§ Stored data entries
===

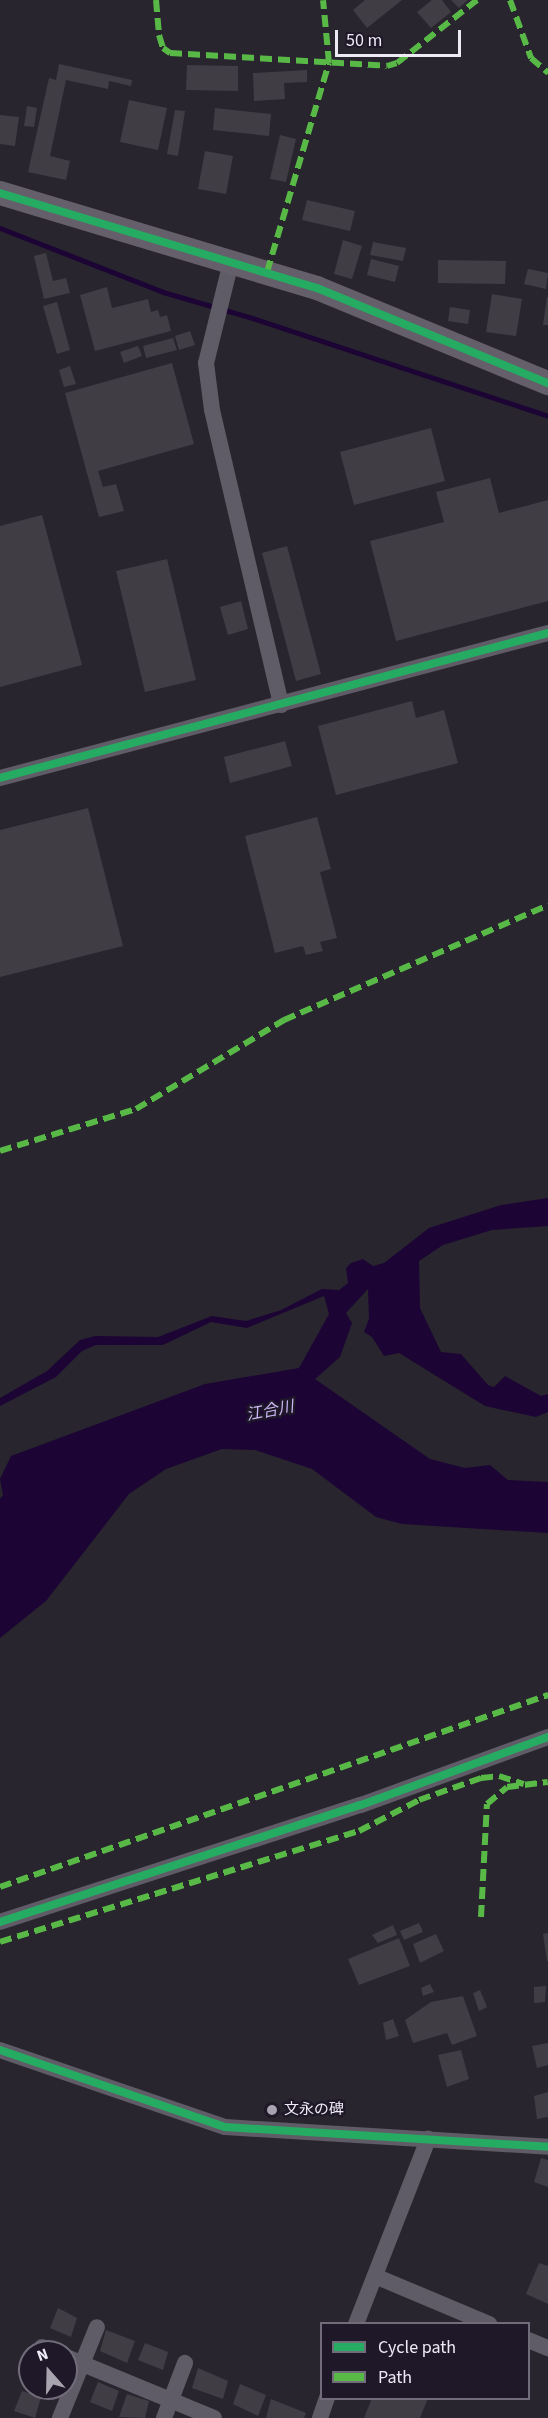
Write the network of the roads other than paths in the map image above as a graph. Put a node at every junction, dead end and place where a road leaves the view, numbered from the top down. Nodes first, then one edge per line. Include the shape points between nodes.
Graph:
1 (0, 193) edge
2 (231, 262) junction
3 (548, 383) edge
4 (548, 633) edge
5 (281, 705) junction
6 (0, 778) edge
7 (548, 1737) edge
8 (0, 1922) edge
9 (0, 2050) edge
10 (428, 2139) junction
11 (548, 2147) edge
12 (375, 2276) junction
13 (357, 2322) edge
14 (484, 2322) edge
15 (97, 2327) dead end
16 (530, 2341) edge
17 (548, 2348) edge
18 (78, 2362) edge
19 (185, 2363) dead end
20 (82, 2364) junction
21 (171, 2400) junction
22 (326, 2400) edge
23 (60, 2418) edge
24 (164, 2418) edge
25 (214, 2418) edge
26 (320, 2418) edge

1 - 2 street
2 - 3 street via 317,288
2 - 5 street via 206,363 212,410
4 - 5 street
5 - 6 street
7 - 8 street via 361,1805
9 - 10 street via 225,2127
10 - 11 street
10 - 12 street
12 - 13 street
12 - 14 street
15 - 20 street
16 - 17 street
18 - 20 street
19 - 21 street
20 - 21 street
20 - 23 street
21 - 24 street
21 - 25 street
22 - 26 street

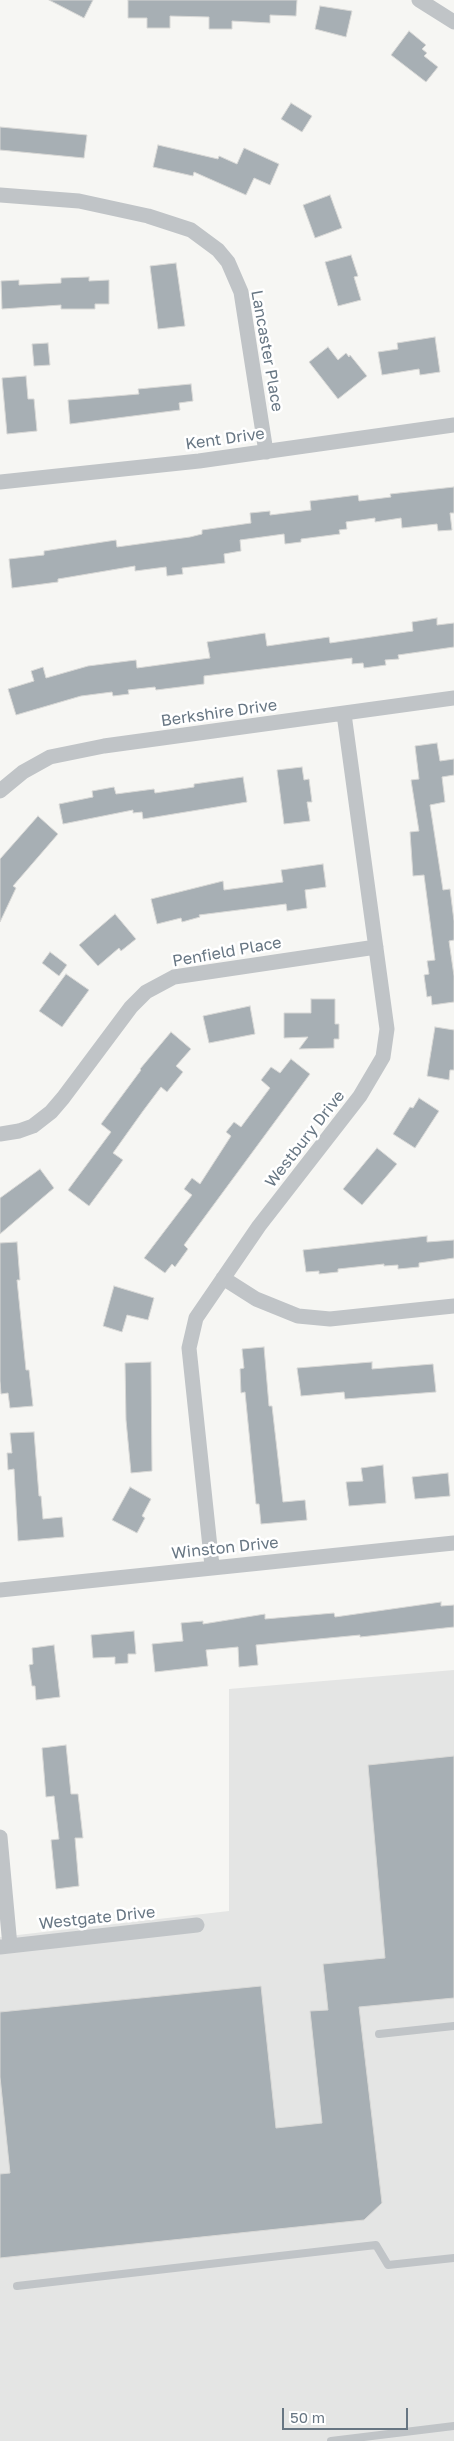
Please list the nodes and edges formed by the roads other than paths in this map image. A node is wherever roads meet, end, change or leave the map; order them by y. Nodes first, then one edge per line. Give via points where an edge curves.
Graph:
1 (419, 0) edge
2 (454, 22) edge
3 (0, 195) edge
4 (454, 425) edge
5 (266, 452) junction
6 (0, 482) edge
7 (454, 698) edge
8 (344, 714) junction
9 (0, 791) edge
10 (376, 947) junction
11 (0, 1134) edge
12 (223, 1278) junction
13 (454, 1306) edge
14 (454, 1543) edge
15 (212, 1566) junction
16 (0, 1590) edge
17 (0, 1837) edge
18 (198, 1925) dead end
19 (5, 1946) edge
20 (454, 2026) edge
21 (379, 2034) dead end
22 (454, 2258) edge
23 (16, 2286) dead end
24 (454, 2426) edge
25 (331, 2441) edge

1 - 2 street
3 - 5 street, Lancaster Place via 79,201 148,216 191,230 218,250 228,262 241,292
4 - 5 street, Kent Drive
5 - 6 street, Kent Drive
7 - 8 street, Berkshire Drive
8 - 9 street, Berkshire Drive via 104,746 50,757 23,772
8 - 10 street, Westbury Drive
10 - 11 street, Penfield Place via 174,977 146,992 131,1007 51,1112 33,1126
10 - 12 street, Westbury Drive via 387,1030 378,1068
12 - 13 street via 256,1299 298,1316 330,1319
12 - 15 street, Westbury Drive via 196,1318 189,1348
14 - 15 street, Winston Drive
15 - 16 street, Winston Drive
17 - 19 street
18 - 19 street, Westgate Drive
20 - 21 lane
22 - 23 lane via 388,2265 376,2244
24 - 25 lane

===

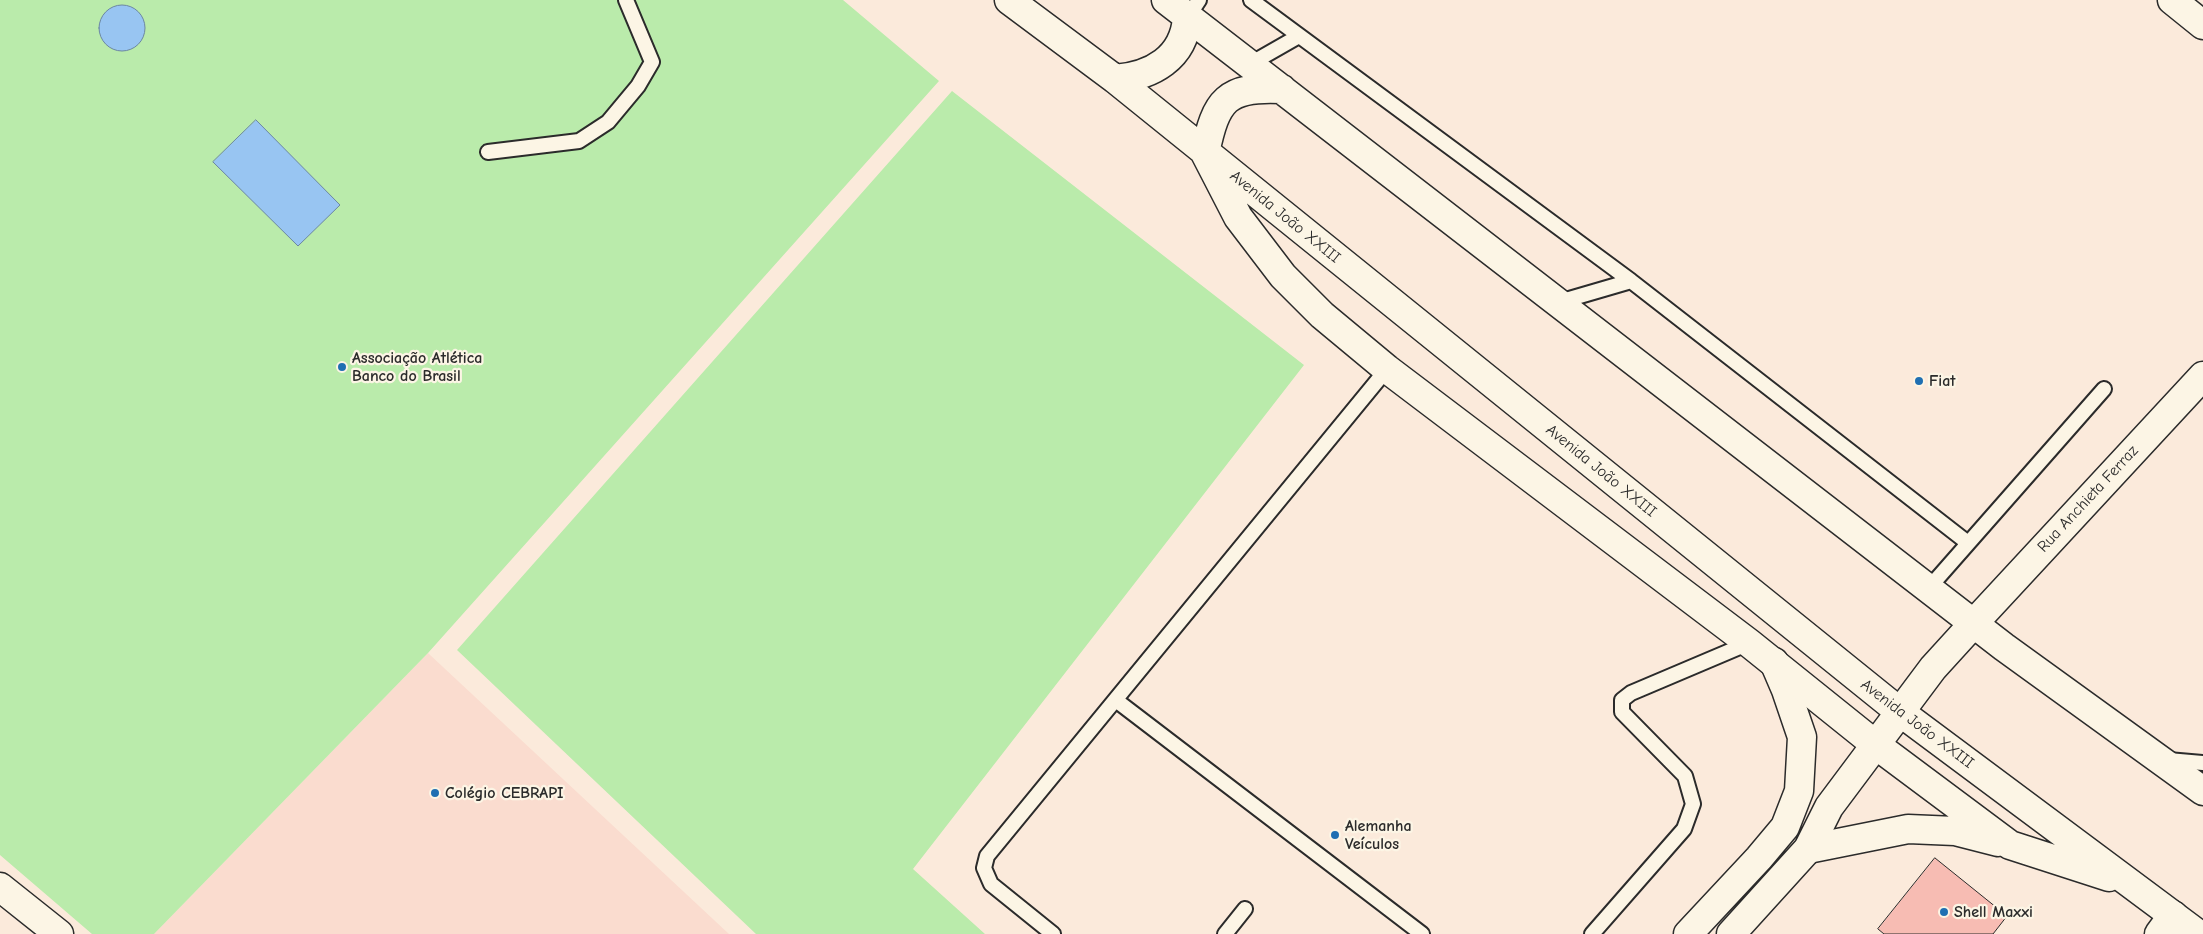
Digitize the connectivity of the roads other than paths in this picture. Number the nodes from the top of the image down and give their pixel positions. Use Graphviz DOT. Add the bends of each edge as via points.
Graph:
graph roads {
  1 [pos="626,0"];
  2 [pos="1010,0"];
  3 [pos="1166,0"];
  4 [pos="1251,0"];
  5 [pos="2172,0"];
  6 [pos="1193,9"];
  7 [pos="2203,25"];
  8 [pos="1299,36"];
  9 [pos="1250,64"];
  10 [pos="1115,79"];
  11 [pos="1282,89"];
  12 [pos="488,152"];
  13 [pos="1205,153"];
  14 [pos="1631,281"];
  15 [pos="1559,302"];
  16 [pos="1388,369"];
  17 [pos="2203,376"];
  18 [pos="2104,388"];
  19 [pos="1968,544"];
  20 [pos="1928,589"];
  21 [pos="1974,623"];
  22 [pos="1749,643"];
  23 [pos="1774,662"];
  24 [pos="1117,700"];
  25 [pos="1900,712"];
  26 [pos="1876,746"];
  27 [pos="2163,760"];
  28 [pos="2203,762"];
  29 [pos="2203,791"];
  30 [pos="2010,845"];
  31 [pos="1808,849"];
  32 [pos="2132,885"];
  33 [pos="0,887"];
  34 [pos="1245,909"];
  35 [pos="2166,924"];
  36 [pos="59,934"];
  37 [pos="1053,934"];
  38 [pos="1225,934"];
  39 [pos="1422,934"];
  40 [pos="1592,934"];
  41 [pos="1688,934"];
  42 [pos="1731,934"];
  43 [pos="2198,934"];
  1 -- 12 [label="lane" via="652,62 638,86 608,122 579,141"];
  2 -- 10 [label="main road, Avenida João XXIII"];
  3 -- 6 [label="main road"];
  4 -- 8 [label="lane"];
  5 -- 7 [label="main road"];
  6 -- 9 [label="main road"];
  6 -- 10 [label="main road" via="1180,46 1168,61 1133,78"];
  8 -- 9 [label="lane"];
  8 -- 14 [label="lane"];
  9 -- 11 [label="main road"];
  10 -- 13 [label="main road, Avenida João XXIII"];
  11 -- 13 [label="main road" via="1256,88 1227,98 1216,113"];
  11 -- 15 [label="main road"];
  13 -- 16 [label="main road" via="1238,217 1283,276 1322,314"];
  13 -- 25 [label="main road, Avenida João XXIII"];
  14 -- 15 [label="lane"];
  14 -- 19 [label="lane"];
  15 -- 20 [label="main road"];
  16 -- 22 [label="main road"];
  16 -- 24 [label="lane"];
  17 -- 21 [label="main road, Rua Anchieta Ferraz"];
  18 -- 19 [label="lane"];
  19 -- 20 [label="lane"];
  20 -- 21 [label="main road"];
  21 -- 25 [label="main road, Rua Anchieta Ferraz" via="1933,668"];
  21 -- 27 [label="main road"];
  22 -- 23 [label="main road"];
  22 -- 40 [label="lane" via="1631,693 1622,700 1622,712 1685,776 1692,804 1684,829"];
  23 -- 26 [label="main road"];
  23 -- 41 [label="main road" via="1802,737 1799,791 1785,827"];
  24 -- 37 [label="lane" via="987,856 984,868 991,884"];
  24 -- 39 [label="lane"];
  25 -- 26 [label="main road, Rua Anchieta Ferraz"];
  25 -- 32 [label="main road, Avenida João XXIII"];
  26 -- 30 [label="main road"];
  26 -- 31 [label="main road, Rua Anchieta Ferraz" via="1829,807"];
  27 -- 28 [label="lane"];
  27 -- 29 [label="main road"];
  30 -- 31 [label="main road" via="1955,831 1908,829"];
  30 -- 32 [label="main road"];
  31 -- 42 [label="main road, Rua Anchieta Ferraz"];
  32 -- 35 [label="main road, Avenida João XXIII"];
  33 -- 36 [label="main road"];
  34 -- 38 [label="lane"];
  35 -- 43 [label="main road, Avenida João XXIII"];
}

===

§ WHAT IS BEING ASKED
How many of the lines in the records include the word "this"? Only the number should be given.

§ YOUR RESPONSE
2